Dracula was back in the ’70s, and became smoother over the decade. In 1974, Jack Palance played the Count as a lovelorn swain searching for the reincarnation of his lost love (in a version that prefigured Francis Coppola‘s even to the extent of calling itself Bram Stoker’s Dracula); in 1977, Louis Jourdan added a lizardy continental charm to the old roue in the BBC’s classy Count Dracula; and, in 1979, current Oscar hot tip Frank Langella sported a disco bouffant and a flared cloak as a disco-look Dracula. Even Klaus Kinski, in Werner Herzog‘s Nosferatu remake, set off his ratty skull with a shimmery kaftan which would have got him into Studio 54.
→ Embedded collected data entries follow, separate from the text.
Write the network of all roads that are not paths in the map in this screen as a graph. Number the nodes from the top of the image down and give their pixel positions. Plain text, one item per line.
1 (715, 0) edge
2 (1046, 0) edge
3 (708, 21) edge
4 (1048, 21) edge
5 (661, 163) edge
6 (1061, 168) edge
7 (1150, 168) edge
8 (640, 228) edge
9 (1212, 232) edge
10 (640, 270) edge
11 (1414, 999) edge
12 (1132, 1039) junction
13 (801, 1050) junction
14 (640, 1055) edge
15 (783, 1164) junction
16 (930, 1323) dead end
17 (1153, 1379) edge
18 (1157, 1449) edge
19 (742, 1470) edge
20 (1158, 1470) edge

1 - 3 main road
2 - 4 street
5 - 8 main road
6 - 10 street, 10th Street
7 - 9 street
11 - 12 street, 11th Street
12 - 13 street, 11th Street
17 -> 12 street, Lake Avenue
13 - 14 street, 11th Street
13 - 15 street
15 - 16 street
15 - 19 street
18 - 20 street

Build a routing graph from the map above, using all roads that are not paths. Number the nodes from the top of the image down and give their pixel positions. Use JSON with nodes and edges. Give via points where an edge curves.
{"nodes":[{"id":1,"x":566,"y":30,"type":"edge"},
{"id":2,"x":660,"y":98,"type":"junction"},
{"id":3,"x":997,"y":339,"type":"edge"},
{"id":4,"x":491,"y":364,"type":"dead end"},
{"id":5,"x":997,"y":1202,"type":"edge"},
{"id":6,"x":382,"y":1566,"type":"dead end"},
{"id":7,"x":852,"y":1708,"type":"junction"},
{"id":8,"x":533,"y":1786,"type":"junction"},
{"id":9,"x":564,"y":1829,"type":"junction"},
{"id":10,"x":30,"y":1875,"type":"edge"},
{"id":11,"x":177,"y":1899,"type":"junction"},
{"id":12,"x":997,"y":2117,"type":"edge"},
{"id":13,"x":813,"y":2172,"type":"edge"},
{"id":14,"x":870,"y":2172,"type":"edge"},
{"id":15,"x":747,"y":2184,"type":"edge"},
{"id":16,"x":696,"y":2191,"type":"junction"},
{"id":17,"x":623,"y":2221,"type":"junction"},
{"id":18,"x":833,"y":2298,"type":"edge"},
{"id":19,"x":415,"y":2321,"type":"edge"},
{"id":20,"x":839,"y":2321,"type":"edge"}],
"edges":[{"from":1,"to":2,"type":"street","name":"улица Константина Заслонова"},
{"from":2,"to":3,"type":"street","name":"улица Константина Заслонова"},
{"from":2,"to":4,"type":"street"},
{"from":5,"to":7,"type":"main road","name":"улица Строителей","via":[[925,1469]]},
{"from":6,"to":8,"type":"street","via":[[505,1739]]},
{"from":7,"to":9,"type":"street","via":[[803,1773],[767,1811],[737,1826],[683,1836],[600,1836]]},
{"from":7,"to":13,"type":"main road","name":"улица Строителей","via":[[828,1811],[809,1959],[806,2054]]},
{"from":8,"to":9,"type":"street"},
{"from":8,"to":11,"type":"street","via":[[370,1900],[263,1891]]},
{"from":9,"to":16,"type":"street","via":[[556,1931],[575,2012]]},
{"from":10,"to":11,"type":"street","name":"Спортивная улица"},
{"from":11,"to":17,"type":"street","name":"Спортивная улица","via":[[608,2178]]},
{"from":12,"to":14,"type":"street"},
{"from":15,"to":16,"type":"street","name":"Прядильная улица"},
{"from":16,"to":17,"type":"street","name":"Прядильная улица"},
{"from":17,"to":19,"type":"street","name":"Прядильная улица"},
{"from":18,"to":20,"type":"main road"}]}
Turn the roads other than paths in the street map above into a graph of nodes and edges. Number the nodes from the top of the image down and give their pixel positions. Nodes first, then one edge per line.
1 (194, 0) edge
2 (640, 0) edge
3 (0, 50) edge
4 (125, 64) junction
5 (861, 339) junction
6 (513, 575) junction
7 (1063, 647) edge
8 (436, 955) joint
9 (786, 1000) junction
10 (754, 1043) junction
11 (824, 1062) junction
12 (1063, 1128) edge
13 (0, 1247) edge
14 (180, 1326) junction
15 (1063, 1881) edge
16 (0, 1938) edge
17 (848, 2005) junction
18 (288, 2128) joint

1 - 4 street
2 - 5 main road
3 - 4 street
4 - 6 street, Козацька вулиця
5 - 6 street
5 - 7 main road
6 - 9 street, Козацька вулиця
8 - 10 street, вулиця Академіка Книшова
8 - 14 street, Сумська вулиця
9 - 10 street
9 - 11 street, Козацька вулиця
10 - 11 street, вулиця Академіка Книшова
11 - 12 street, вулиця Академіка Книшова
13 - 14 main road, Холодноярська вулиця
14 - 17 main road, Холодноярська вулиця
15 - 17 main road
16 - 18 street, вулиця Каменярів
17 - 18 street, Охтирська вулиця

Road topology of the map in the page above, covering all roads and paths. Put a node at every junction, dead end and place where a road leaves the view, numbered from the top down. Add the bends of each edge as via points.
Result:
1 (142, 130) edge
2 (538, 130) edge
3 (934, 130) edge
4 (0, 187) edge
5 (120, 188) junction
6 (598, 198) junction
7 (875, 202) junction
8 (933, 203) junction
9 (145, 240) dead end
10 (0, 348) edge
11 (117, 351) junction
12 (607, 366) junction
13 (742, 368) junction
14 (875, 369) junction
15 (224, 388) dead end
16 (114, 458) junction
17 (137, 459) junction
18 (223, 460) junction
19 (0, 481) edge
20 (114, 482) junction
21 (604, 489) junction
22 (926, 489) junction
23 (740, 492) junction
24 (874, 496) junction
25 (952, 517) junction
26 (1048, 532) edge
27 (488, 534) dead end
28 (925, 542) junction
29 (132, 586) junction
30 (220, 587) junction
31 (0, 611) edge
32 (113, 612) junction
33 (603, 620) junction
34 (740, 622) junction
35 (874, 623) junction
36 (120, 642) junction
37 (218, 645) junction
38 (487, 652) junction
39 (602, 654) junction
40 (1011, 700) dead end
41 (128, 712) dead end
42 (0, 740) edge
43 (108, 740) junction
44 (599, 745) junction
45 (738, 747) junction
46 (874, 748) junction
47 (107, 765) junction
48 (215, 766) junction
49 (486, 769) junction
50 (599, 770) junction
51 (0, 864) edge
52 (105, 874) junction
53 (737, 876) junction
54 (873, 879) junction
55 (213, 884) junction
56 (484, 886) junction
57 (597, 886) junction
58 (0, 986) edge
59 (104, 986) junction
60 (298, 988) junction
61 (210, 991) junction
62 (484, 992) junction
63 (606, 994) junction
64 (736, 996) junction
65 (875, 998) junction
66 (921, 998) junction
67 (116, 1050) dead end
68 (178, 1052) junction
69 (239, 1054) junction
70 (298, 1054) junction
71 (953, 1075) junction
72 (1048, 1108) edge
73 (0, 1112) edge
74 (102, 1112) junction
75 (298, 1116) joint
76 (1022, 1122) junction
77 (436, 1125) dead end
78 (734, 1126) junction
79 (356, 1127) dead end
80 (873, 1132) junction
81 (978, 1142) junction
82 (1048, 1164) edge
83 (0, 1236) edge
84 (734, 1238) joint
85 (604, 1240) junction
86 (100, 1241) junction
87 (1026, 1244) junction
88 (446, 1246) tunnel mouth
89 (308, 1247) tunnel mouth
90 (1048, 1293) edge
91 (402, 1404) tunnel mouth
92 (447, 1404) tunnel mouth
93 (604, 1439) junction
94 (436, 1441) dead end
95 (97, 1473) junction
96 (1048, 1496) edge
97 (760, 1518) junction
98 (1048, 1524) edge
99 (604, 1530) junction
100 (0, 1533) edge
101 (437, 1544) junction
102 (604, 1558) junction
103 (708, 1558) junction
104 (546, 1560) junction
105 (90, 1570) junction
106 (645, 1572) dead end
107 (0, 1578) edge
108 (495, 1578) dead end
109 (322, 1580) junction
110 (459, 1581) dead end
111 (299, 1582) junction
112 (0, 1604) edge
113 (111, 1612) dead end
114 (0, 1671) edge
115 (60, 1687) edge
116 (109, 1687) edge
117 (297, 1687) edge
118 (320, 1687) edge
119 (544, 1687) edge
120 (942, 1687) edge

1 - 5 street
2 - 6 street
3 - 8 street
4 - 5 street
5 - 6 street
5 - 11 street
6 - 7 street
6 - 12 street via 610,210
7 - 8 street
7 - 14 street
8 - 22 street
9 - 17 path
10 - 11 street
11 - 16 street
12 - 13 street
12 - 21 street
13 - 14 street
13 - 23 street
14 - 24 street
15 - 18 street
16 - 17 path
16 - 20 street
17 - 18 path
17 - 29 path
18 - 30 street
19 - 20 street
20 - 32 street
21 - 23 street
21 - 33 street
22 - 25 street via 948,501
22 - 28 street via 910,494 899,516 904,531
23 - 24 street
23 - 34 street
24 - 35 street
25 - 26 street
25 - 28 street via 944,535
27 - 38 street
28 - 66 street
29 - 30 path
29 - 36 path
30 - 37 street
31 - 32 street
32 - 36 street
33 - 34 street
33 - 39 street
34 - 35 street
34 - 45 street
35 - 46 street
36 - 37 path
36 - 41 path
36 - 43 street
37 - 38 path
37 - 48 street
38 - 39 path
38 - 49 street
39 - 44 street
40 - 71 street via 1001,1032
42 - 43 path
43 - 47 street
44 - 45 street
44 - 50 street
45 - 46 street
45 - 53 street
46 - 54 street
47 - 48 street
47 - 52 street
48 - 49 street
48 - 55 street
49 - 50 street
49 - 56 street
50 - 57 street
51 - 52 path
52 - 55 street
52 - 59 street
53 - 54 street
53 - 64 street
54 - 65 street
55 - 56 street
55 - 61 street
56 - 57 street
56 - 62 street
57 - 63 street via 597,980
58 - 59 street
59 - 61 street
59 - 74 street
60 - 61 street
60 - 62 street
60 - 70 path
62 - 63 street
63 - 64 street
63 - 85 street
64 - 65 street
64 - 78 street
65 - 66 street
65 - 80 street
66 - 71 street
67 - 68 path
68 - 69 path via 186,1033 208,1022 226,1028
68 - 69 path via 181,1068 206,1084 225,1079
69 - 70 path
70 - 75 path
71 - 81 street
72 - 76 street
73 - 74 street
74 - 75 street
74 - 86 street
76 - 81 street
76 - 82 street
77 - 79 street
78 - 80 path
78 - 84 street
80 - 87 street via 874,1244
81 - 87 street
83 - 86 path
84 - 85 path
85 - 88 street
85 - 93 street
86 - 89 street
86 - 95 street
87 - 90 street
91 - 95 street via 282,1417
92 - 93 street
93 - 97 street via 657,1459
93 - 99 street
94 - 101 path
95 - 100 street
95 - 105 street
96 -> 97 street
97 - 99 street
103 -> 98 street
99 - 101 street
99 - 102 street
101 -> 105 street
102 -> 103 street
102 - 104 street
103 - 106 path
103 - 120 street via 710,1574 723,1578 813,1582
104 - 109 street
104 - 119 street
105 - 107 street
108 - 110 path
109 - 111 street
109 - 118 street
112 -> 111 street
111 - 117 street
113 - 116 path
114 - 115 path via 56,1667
The heavy party decade threw up several vampire styles — the grungy, crusty, western-influenced, biker/traveller gang of Near Dark (as played by the supporting cast of Aliens) and the skunk-haired, glad-ragged, white-eyed, step-off-a-bridge cool of The Lost Boys. Like a lot of ’80s things, you had to be there at the time to groove fully. If you were potentially going to live forever, would you stick with a hairdo like Kiefer Sutherland‘s in The Lost Boys? And, frankly, if you could kill whoever you want and get away with it, why would you leave Corey Haim and Corey Feldman alive?
The watchword for ’90s vampires was ‘tormented’, but they also made a fuss about courtly romance — Gary Oldman‘s Dracula mooned around after Winona Ryder, while Brad Pitt and Tom Cruise bickered and swooned like the world’s most jaded gay couple in Interview With the Vampire. Stuart Townsend took over as Anne Rice‘s soppy Lestat in Queen of the Damned, and the whining continued via Angel (David Boreanaz) on Buffy the Vampire Slayer and his own spin-off. Meanwhile, the decade’s coolest night creature was little Kirsten Dunst as the homicidal gothic lolita adopted in Interview.
So, we come to the vampires of Twilight — a happy, anemic family of glam, superior types who enjoy baseball during thunderstorms but wouldn’t consider getting to first base with a real live girl. A bizarre product of the craze for teenage abstinence, Stephanie Meyer’s Cullen clan — and Edward, as played by Brit pin-up Robert Pattinson — are the boy band of the undead, the vampires you wouldn’t mind dating your teenage daughter. Just as audiences in the ’10s secretly preferred the vamps over the good girls, I wouldn’t be surprised to learn that the equally good-looking, but totally amoral bad vampires of Twilight figure more heavily in the fans’ troubling dreams.